Nourishment

Considerations of Care

Here’s encouragement for you this weekend, and permission (if you need that, and if I’m in any position to offer that to you in a way that’s meaningful) to balance and ground the windiness and headiness of this fall season—its churn and disruptions, its things lost and perhaps not found, its preparations for winter’s rest and spring’s renewal—with actions that nourish and stabilize you right now. Maybe you can consider the trifecta of nourishment I suggest below, and decide if/how you want to provide yourself (and your other beloveds?) extra support over the next couple of days:
 
Food:
As I was walking during my art project last week, something I thought about was the food available to me and to the women in my mother line; specifically, I wondered if my great-grandmother had ever eaten an avocado.
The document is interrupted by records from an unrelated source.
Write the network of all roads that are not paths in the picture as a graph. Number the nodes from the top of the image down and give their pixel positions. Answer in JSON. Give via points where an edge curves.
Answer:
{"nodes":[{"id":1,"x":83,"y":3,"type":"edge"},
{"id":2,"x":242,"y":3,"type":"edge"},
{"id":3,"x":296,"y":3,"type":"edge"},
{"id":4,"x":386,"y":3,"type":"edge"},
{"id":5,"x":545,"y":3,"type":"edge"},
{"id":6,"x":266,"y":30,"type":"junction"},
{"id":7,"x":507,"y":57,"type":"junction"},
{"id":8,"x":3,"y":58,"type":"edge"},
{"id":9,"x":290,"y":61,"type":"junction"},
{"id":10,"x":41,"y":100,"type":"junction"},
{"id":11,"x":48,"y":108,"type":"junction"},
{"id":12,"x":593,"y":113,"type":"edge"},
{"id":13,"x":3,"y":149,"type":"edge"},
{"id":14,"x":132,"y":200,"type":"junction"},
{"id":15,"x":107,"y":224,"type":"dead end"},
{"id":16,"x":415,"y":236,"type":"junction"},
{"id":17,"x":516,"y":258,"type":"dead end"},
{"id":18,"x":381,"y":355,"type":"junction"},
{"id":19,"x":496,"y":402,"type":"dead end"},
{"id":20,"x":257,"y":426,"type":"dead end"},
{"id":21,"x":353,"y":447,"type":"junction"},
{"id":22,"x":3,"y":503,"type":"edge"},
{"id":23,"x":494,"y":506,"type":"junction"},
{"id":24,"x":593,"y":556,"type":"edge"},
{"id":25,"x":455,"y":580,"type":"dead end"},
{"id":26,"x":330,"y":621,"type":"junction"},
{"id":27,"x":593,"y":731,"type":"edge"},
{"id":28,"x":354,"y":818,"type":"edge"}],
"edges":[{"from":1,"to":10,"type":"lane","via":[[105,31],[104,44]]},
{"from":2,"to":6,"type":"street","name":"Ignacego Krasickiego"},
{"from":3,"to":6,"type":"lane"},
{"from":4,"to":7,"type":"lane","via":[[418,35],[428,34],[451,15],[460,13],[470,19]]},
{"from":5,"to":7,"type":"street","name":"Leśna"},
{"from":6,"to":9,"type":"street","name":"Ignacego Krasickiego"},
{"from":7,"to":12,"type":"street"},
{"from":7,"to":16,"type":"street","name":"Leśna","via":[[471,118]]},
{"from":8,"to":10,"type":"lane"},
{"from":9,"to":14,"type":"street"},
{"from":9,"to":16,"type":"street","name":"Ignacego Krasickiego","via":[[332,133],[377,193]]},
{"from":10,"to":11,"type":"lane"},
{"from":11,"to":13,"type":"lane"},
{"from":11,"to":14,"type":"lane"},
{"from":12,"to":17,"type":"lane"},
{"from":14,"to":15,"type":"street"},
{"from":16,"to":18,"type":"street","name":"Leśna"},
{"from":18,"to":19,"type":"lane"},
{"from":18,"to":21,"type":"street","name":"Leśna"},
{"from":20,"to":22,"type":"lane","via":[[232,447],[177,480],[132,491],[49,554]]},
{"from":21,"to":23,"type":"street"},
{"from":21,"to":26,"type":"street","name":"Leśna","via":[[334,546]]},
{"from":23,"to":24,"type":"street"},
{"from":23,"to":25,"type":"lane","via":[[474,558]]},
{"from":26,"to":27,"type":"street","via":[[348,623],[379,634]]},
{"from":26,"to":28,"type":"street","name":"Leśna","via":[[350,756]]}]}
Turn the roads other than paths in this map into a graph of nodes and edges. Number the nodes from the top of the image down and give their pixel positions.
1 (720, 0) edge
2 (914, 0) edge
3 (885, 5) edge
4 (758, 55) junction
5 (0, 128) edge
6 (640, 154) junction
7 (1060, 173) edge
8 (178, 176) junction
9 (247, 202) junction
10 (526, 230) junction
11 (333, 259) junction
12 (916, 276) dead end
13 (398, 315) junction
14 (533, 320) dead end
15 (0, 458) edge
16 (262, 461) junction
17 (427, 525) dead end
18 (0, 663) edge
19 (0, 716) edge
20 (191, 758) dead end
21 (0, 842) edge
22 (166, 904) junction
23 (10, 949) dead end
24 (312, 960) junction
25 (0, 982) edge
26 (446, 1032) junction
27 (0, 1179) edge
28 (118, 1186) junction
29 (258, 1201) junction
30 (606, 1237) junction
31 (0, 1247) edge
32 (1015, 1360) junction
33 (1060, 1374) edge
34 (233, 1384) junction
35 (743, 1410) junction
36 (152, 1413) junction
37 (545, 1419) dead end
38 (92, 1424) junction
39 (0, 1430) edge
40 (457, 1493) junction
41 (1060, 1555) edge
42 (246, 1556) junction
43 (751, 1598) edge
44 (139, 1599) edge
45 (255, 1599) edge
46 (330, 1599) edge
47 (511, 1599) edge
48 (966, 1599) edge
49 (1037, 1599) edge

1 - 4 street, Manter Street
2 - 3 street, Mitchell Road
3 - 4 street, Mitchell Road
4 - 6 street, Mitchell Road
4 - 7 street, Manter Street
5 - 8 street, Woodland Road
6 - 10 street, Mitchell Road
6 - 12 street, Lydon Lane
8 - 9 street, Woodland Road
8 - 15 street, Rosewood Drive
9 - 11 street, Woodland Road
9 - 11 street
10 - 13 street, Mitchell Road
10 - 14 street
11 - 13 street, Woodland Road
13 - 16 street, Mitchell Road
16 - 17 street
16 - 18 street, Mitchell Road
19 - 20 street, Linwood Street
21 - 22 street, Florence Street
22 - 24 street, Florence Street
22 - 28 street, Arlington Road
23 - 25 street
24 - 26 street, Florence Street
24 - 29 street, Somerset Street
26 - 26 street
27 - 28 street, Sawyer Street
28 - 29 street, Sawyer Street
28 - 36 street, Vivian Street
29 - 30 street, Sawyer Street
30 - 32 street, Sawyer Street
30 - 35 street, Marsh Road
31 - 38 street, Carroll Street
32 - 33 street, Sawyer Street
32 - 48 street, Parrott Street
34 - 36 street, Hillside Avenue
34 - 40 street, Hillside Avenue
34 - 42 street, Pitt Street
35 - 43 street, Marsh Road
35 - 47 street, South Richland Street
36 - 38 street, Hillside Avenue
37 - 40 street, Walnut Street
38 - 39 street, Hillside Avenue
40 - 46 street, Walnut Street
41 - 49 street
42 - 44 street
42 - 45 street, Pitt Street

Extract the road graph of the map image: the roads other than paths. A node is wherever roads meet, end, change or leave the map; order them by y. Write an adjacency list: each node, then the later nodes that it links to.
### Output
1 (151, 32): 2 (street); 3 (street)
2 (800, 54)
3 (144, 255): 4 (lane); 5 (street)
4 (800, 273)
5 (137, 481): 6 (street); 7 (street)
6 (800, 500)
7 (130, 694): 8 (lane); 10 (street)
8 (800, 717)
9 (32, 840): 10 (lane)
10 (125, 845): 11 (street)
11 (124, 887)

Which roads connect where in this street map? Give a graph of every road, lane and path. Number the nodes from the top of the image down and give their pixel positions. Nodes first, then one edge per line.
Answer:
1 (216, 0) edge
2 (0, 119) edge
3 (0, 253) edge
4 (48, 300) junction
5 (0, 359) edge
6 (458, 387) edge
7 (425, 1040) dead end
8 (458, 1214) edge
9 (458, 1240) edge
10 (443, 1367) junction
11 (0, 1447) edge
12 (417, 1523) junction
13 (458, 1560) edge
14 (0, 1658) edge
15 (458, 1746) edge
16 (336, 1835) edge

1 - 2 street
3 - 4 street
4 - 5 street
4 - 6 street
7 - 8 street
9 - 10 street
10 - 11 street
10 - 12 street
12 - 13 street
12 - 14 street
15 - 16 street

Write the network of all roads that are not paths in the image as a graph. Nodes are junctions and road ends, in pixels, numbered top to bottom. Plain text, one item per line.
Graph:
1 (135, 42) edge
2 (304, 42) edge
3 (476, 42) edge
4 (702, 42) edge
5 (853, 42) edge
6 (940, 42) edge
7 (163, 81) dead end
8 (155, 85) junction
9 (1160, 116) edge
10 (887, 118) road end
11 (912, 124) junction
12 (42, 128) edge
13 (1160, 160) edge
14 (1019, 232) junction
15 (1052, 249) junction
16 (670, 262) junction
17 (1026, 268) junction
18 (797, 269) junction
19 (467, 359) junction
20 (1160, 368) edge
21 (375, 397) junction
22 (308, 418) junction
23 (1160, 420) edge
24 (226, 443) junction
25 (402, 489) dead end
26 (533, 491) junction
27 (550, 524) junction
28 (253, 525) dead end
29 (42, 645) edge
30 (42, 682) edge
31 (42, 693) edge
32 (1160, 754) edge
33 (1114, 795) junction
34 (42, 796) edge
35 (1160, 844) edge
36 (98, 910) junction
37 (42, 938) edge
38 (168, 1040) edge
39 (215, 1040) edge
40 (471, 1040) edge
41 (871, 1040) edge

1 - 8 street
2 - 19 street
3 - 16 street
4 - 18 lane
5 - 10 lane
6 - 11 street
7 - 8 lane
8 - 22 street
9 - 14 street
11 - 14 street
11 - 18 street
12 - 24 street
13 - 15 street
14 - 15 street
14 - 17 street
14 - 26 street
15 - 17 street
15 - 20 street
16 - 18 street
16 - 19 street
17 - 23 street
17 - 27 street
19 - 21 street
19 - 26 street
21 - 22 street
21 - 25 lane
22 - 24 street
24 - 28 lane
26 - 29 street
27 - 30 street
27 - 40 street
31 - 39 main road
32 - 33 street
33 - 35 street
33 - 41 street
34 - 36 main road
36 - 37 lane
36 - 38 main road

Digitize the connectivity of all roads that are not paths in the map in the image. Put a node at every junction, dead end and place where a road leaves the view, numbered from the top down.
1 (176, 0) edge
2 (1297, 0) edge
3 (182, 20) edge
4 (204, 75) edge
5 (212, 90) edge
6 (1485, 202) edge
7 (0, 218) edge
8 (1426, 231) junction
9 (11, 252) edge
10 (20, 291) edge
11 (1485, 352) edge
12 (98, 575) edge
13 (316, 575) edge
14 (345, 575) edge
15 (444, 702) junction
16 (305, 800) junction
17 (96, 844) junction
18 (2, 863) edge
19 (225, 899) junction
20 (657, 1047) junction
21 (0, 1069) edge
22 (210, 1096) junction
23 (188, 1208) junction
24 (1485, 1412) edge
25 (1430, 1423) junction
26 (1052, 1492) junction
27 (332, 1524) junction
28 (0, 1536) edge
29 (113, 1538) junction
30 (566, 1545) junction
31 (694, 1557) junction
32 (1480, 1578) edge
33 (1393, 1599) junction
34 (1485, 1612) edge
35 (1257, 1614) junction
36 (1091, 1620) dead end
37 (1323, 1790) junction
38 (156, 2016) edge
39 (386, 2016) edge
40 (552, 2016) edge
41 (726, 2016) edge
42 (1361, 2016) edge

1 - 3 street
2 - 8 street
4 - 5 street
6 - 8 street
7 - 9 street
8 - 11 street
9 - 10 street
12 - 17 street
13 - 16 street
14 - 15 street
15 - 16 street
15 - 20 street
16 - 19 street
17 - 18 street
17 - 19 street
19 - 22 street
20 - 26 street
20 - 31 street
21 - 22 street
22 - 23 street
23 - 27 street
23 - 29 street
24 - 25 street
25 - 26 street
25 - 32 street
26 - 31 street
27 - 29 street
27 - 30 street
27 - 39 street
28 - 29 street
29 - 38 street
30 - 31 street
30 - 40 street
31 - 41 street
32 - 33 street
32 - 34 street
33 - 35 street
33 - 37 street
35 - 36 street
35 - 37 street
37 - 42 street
I eat 1/4 to 1/2 an avocado most days, finding energy and delight in the creamy tropical fruit, whether plain or salted or dashed with balsamic vinegar or Chipotle Tabasco or made into guacamole. My maternal great-grandmother, a woman who lived her entire life (which began in the 19th Century) in the north, who raised her eight (!!!) children during the Great Depression, who died of colon cancer before I was born, may not even have known about avocados. Probably not. In 2021, in Central Texas, with a Costco just up the road that supplies the most reliably sound and affordable 6-pack bags of the fruit, I can eat all the avocado I want, all year long. What food does your body need this weekend?
 
Movement:
Fall is often a busy season, our schedules requiring running from one deliverable and task to another. How can we provide a balance to what might be over commitment with practices that enable us to be in our bodies and connected to the earth, instead of mostly in our heads and blowing with the gusty, shifting winds? I recommend a steady walk (perhaps without headphones, listening to nature, the pace of your steps, the yearnings of your heart), a yin yoga sequence (down on the mat, long-held poses, deep breath work), a bath or long shower.  What calm movement might serve you best this weekend?
 
Stillness:
There’s sleep, of course, but also rest, prayer, meditation, all methods of creating/accessing peace in the center of whatever swirls around us. One technique I use: If there are troubles that have accumulated and are pressing on my thoughts and heart as I’m trying to relax at the end of the day, I imagine an altar at the foot of my bed. Onto this simple, beautiful altar, I place—with reverence and care, with gratitude and wonder—each element of my (many) concerns, from the global (say, another instance of climate change) to the specifically personal (say, a persistent migraine or a beloved’s suffering). In prayer and meditation, I reveal and then relinquish for a nighttime’s safekeeping all the items on the altar, promising to pick up in the morning what I must and may, determining to leave on the altar in the morning what I can. I request rest from burden and pain and confusion. And then I accept the gift of rest, without seeking sleep, although it usually results. Perhaps you already practice a similar ritual; maybe this weekend you will find further deep restoration over the relative stillness of night?